I read something you wrote one time, “We are all the sum of our own choices.” That’s me. The sum of a few lousy choices that seem to have overshadowed the good ones. I didn’t know I cared so much about you until I saw where you’d written your first book. I read it and suddenly realized how close you’d come to leaving us.
The words were small but neatly legible as if written by a strong, take-no-prisoners personality. Meg read on:
It was a shock when I realized I didn’t want you to leave me. Not ‘us’, but me. Fast forward to Reality, huh? Like they say, Life is what happens while you’re making other plans. It sure happened to me. Anyway, Joe, just want you to know I think I messed up when I decided you were too boring, too nice, too–whatever. I’m sending this anonymously because I know you have a great life, a good wife and family. I’m not here to get in your way. I just wanted to let you know I’m out here, I admire who you’ve become, and I miss the you I never had.
As she slowly refolded the paper, Meg glanced at the right side of the card where people usually add last-minute remarks. There it was again, this time in all caps:
I MISS THE YOU I NEVER HAD.
Meg quietly slid the card back in its envelope. Tears were coursing down her lined cheeks and as she raised her brimming eyes she saw that Joe had quietly been crying as men do: gritting his teeth, looking down and doing his best to not show the keenness of emotion he surely felt.
Taking a sip of coffee, she made a face. Cold coffee does not go with old friends. . . She’d retrieved the coffee carafe, refilled it with hot coffee and brought it back to Joe’s table, refilling their cups before it caught up with her: Joe and I aren’t old friends. . . Her brow wrinkled as it hit her.
No. Joe and I aren’t. But he reminds me of Alan. . .
Blowing her nose rather undaintily into a napkin, she wadded it up and stuck it in the pocket of her scrubs. It looked like Carl was munching on it.
“Joe, you gonna be okay, here? I got somethin’ I gotta go do.”
Off her feet, shoes and socks tossed aside, Meg opened the Valentine’s Day card she’d bought from Walgreens on the way home. She’d even bought a stupid pink pen. WHAT is WRONG with me?
Concentrating and trying to remember what she’d read that so gripped her, she began to write.
Alan, I should have written this a long time ago. . .
As she wrote, trying to compress 40-some years of living into a few pink-tinged paragraphs, her tears flowed freely again. She recalled something she’d recently read: Remembering can be its own private hell. It had been in a lesson at church about that rich guy and Lazarus. . .

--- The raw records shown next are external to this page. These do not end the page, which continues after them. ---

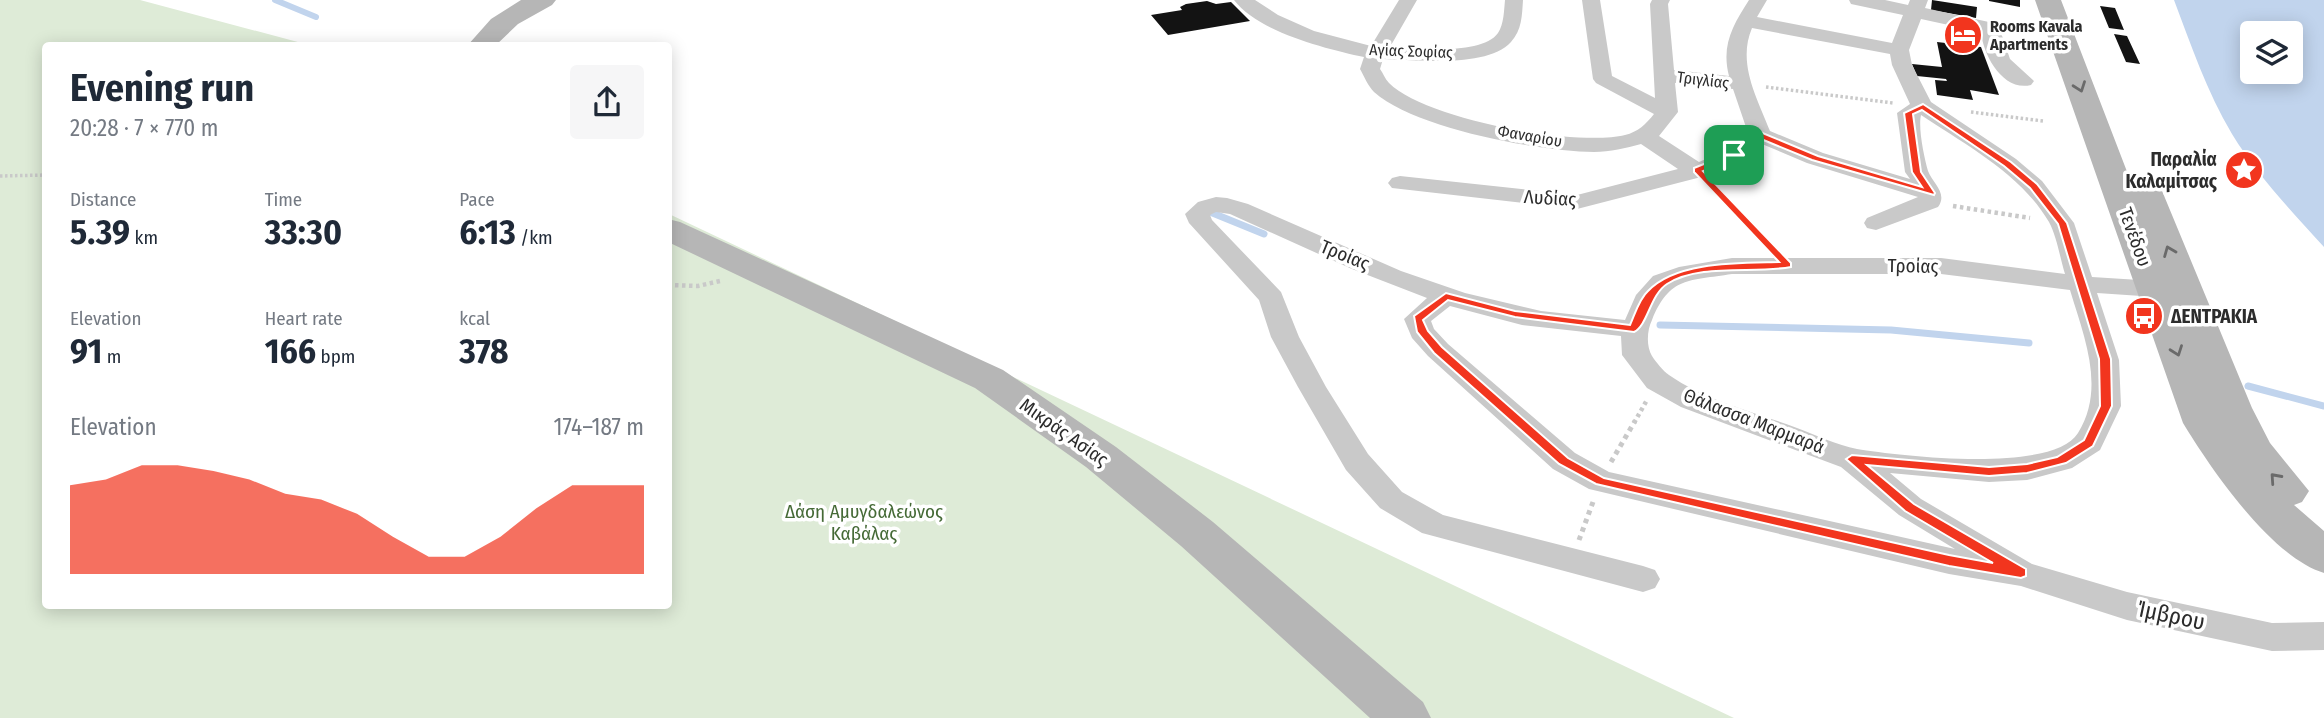 <!DOCTYPE html>
<meta charset="utf-8">
<style>
:root{--surface:#fff;--page:#f6f6f7;--text:#1f2937;--muted:#747a83;--accent:#f2351e}
body{margin:0;font-family:"Fira Sans Condensed",sans-serif;background:var(--page);color:var(--text);height:100vh;display:flex;flex-direction:column;font-size:26px;white-space:nowrap}
*{box-sizing:border-box;margin:0}
p{font-size:23px;color:var(--muted)}
.icon{flex:none;width:38px;height:38px;fill:none;stroke:currentColor;stroke-width:2;stroke-linecap:round;stroke-linejoin:round}
.map{position:relative;flex:1;overflow:hidden}
.side{position:absolute;left:42px;top:42px;width:630px;height:567px;display:flex;flex-direction:column;background:var(--surface);border-radius:7px;box-shadow:0 4px 18px #0003}
.side>*{flex:none}
.buttons{position:absolute;left:2240px;top:21px;display:grid;gap:14px}
.buttons a{display:grid;place-items:center;width:63px;height:63px;border-radius:7px;background:var(--surface);box-shadow:0 4px 18px #0003;font-size:35px}
.pin{position:absolute;display:grid;place-items:center;width:60px;height:60px;color:#fff;margin:-30px;border-radius:14px;box-shadow:0 4px 10px #0006}
.round{display:grid;place-items:center;flex:none;width:74px;height:74px;border-radius:7px;background:var(--page)}
.summary{display:flex;align-items:center;justify-content:space-between;height:119px;padding:0 28px}
h1{font-size:38px;font-weight:700;line-height:52px}
.stats{display:grid;grid-template-columns:repeat(3,1fr);gap:10px;height:119px;padding:7px 28px}
.stats div{display:grid;align-content:center}
.stats b{font-size:35px;font-weight:700}
.stats small{font-size:19px;font-weight:400}
.stats p{font-size:19px}
.chart{height:196px;padding:14px 28px}
.chart p{display:flex;justify-content:space-between}
.chart svg{width:100%;height:126px;margin-top:7px;fill:var(--accent);opacity:.7}
.map>svg:first-child{display:block}
</style>
<div class="map">
<svg width="2324" height="718" viewBox="0 0 2324 718">
<rect width="100%" height="100%" fill="#fff"/>
<!-- green -->
<path fill="#deebd7" d="M0,0h140l169,45 -263,1v560h622l1,-392 1065,504h-1734z"/>
<!-- water -->
<path fill="#c1d4ed" fill-rule="evenodd" d="M2174,0h150v247c-32,-35 -67,-72 -92,-113 -25,-42 -41,-89 -58,-134zM2252,33h39v39h-39z"/>
<g fill="none" stroke-linecap="round" stroke-linejoin="round">
<!-- stream-far1 -->
<path stroke="#c1d4ed" stroke-width="6" d="M275,0l41,17"/>
<!-- stream -->
<path stroke="#c1d4ed" stroke-width="7" d="M1210,212l54,22
M1660,325l231,5 138,13
M2248,386l76,20"/>
</g>
<!-- building -->
<path fill="#131313" d="M1932,0l45,7 -1,11 -45,-8z
M1989,0h31v7l-31,-6z
M1207,1l9,3 15,-2 19,19 -82,14 -17,-20 31,-5 -2,-3 6,-3z
M2100,6l15,2 9,22 -15,-2z
M2114,34l13,2 13,28 -14,-2z
M1937,42l44,5 18,48 -29,-5 3,10 -36,-5 -2,-15 12,1 -1,-2 -29,-3 -5,-12 30,3z"/>
<g fill="none" stroke-linecap="round" stroke-linejoin="round">
<!-- path-far2 -->
<path stroke="#c9c9c9" stroke-width="3.5" stroke-dasharray="2.5 2.5" stroke-linecap="butt" d="M1766,87l127,16
M1971,112l72,9
M0,176l46,-1
M1711,184l4,4"/>
<!-- path-far1 -->
<path stroke="#c9c9c9" stroke-width="4.5" stroke-dasharray="3.5 3.5" stroke-linecap="butt" d="M1713,186l57,60
M1953,206l77,12
M668,285l30,1 22,-5
M1634,423l13,-23"/>
<!-- path -->
<path stroke="#c9c9c9" stroke-width="5" stroke-dasharray="4.5 4.5" stroke-linecap="butt" d="M1611,462l24,-41
M1579,540l14,-38"/>
<!-- street -->
<path fill="#c9c9c9" fill-rule="evenodd" d="M1234,0h21l23,15 36,16 57,15 28,-46h18l-27,47c25,1 92,9 108,-14 6,-9 6,-23 7,-33h18c-1,15 -1,30 -12,42 -23,26 -95,18 -128,17l-3,10c3,4 5,10 9,14 36,36 186,64 236,52 13,-3 21,-11 29,-21l-58,-31 -3,-4 -11,-79h18l12,76 43,22 -5,-94 2,-4h18l-2,4 6,66 55,6c-8,-31 4,-51 20,-76h18l-10,17 135,26 11,-28 -52,-11 -2,-4h36l23,5 2,-5h18l-3,8 73,16 12,35 24,22 -3,4c-28,7 -48,-30 -50,-53l-60,-13 -12,31 3,15 19,37 85,57 26,22 32,42 18,54 79,5 9,2 4,6 -4,6 -9,2 -74,-5 22,67 2,46 -21,44 -28,18 -45,12 -38,2 -99,-9 31,26 111,65 95,28 145,31 52,-1v28l-52,1 -145,-31 -106,-34 -72,-12 -360,-85 -36,-20 -125,-113 -16,-18 -8,-19 23,-21 -75,-29 -122,-55 -14,-2 -6,3 2,5 69,72 18,45 27,50 42,67 34,38 41,23 200,51 12,4 5,9 -5,9 -12,4 -221,-59 -42,-25 -34,-38 -48,-83 -27,-50 -12,-37 -70,-77 -4,-9 13,-12 18,-5 11,1 21,6 153,67 64,22 76,18 84,9 11,-25 17,-19 26,-9 53,-9h209l124,16c-5,-16 -8,-37 -16,-52 -28,-48 -83,-77 -128,-107 -3,13 3,42 7,56 5,13 20,22 10,36l-62,23 -9,-2 -3,-5 3,-5 51,-21 -111,-34 -45,-19 -20,16 -37,16 -128,33 -185,-21 -4,-5 4,-5 8,-2 177,19 101,-26 -37,-25c-15,4 -31,8 -47,8 -56,-1 -178,-23 -220,-60 -6,-6 -10,-16 -14,-23l4,-12c-37,-8 -106,-25 -130,-57zM1752,28l138,26 2,11 18,39 -13,9 8,59 5,7 -87,-26 -53,-22c-13,-33 -33,-68 -18,-103zM1675,83l58,6 15,44 -22,17 -27,12 -40,-26 19,-24zM1732,274h209l129,16c14,47 36,98 8,143 -25,41 -178,23 -221,16 -20,-4 -41,-14 -60,-21 -42,-16 -91,-27 -128,-53 -6,-4 -13,-13 -17,-19 -6,-10 -5,-26 0,-36 18,-44 37,-39 80,-46zM1450,306l72,19 99,11 1,19 25,33 34,19 160,60 58,48 56,34 -346,-77 -34,-19 -127,-109 -14,-15 -3,-8z"/>
<!-- secondary -->
<path fill="#b6b6b6" fill-rule="evenodd" d="M521,0h35l-4,5 -34,19 -23,22h-28l24,-27z
M2035,0h26l70,182 13,-6 11,3 5,7 92,222 18,35 39,48 -7,11 -8,3 30,26v42c-53,-16 -113,-104 -141,-150z
M668,219l12,3 323,148 113,77 97,75 210,180 8,16h-61l-189,-172 -95,-79 -111,-79 -307,-146z"/>
</g>
<!-- one-way arrows -->
<defs><path id="oneway-chevron" d="M-2-3.5L2.5 0L-2 3.5" fill="none" stroke-width="1.6" stroke-linecap="round" stroke-linejoin="round" transform="scale(1.75)"/></defs>
<g stroke="#6a6a6a">
<use href="#oneway-chevron" transform="translate(2080 87) rotate(70)"/>
<use href="#oneway-chevron" transform="translate(2169 251) rotate(-112)"/>
<use href="#oneway-chevron" transform="translate(2177 351) rotate(70)"/>
<use href="#oneway-chevron" transform="translate(2275 478) rotate(-132)"/>
</g>
<!-- route -->
<path fill="#f2351e" stroke="#fff" stroke-width="2" fill-rule="evenodd" d="M1923,104l88,58 26,22 30,39 44,136 1,47 -19,40 -27,17 -39,10 -38,3 -122,-11 47,39 112,65v7l-5,2 -72,-12 -353,-82 -37,-20 -125,-111 -17,-21 -3,-16 32,-23 69,18 115,14c5,-11 9,-26 18,-34 28,-30 92,-28 131,-29l-85,-90v-4l37,-15 29,-21 58,24 104,31 -10,-15 -8,-59zM1922,110l82,56 26,22 28,36 41,135 1,47 -16,34 -27,17 -30,7 -38,3 -137,-12 -6,4 59,52 88,52 -44,-8 -345,-77 -36,-20 -126,-111 -14,-16 -5,-11 25,-20 67,17 119,15c14,-7 16,-37 33,-48 33,-21 87,-10 124,-17v-4l-88,-92 35,-15 23,-17 51,21 122,35 1,-2 -14,-21 -8,-58z"/>
<!-- icons -->
<defs>
<symbol id="hotel-disc" viewBox="-11 -11 22 22"><circle r="9.5" fill="#f2351e" stroke="#fff"/><path d="M-6-4.5h1.5V1H6V5H4.5V3h-9V5H-6ZM-4 0a1.8 1.8 0 1 1 3.6 0ZM.5 0V-2.5h3Q6-2.5 6 0Z" fill="#fff"/></symbol>
<symbol id="sight-disc" viewBox="-11 -11 22 22"><circle r="9.5" fill="#f2351e" stroke="#fff"/><path d="M0-6L1.8-2.2L6-1.7L2.9 1.2L3.7 5.4L0 3.3L-3.7 5.4L-2.9 1.2L-6-1.7L-1.8-2.2Z" fill="#fff"/></symbol>
<symbol id="bus-disc" viewBox="-11 -11 22 22"><circle r="9.5" fill="#f2351e" stroke="#fff"/><path d="M-5-6H5V4H4V6H2V4H-2V6H-4V4H-5ZM-3.5-4V0h7V-4ZM-3.5 1.2v1.5H-2V1.2ZM2 1.2v1.5H3.5V1.2Z" fill="#fff"/></symbol>
</defs>
<g fill-rule="evenodd">
<use href="#hotel-disc" x="1941" y="13" width="44" height="44"/>
<use href="#sight-disc" x="2222" y="148" width="44" height="44"/>
<use href="#bus-disc" x="2122" y="294" width="44" height="44"/>
</g>
<g text-anchor="middle" dominant-baseline="central" stroke-width="7" stroke-linejoin="round" paint-order="stroke">
<!-- far-poi labels -->
<g font-size="16" font-weight="bold" fill="#2c2c2c" stroke="#fff" text-anchor="start">
<text x="1990" y="26">Rooms Kavala<tspan x="1990" dy="18">Apartments</tspan></text>
</g>
<!-- far-street labels -->
<g font-size="16" fill="#2c2c2c" stroke="#fff">
<text transform="translate(1411 51) rotate(2)">Αγίας Σοφίας</text>
<text transform="translate(1703 80) rotate(7)">Τριγλίας</text>
<text transform="translate(1530 136) rotate(10)">Φαναρίου</text>
</g>
<!-- poi labels -->
<g font-size="19" font-weight="bold" fill="#2c2c2c" stroke="#fff" text-anchor="end">
<text x="2217" y="159">Παραλία<tspan x="2217" dy="22">Καλαμίτσας</tspan></text>
<text x="2171" y="316" text-anchor="start">ΔΕΝΤΡΑΚΙΑ</text>
</g>
<!-- street labels -->
<g font-size="19" fill="#2c2c2c" stroke="#fff">
<text transform="translate(1550 198) rotate(3)">Λυδίας</text>
<text transform="translate(2135 237) rotate(70)">Τενέδου</text>
<text transform="translate(1345 255) rotate(22)">Τροίας</text>
<text transform="translate(1913 266) rotate(1)">Τροίας</text>
<text transform="translate(1754 421) rotate(21)">Θάλασσα Μαρμαρά</text>
<text transform="translate(1064 432) rotate(35)">Μικράς Ασίας</text>
</g>
<!-- park labels -->
<g font-size="19" fill="#456a36" stroke="#fff">
<text x="864" y="511">Δάση Αμυγδαλεώνος<tspan x="864" dy="22">Καβάλας</tspan></text>
</g>
<!-- near-street labels -->
<g font-size="23" fill="#2c2c2c" stroke="#fff">
<text transform="translate(2171 615) rotate(12)">Ίμβρου</text>
</g>
</g>
</svg>
<div class="buttons">
<a><svg class="icon" aria-label="layers" viewBox="0 0 24 24"><path d="M12 4l9 5-9 5-9-5zM3 14l9 5 9-5"/></svg></a>
</div>
<div class="pin" style="left:1734px;top:155px;background:#1e9e55"><svg class="icon" aria-label="arrive" viewBox="0 0 24 24"><path d="M6 21V4h12l-3 4 3 4H6"/></svg></div>
<section class="side">
<div class="summary"><div><h1>Evening run</h1><p>20:28 · 7 × 770 m</p></div><a class="round"><svg class="icon" aria-label="share" viewBox="0 0 24 24"><path d="M12 15V3M7 8l5-5 5 5M5 13v7h14v-7"/></svg></a></div>
<div class="stats">
<div><p>Distance</p><b>5.39<small> km</small></b></div>
<div><p>Time</p><b>33:30</b></div>
<div><p>Pace</p><b>6:13<small> /km</small></b></div>
</div>
<div class="stats">
<div><p>Elevation</p><b>91<small> m</small></b></div>
<div><p>Heart rate</p><b>166<small> bpm</small></b></div>
<div><p>kcal</p><b>378</b></div>
</div>
<div class="chart"><p><span>Elevation</span>174–187 m</p>
<svg viewBox="0 0 160 44" preserveAspectRatio="none"><path d="M0 44V13L10 11L20 6L30 6L40 8L50 11L60 16L70 18L80 23L90 31L100 38L110 38L120 31L130 21L140 13L150 13L160 13V44z"/></svg>
</div>
</section>
</div>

Meg was as honest as the phantom Diane had been. When she finished, she signed off with the same stunning words:
I’m out here, I admire who you’ve become, and I miss the you I never had.
As she folded the cut-down piece of stationery, she paused, looking at the right side of the card. Picking up the pink pen once more, she struggled with the capital letters:
I REALLY DO MISS THE YOU I NEVER HAD.
Our world is so fractured in its assessment of what is love. Far too often, good people go to their graves never knowing any resolution to a love spanning almost half a century.
“Well, I don’t know how they’ll take it.”
How would you receive such a compliment?
Take the chance to tell people who matter to you that you love them. It may or may not make any difference now. But it might just give them some closure to the sense of loss they felt at one time. It might sustain and encourage them as they face something now they’d never dreamed of then. It might even begin a cycle of forgiveness sought and granted and restore a friendship the likes of which far too many never know: a treasured old one.
2nd Cup friend – may your Valentine’s Day be memorable. Use it to reach out and bless somebody else. They’ll remember you for it.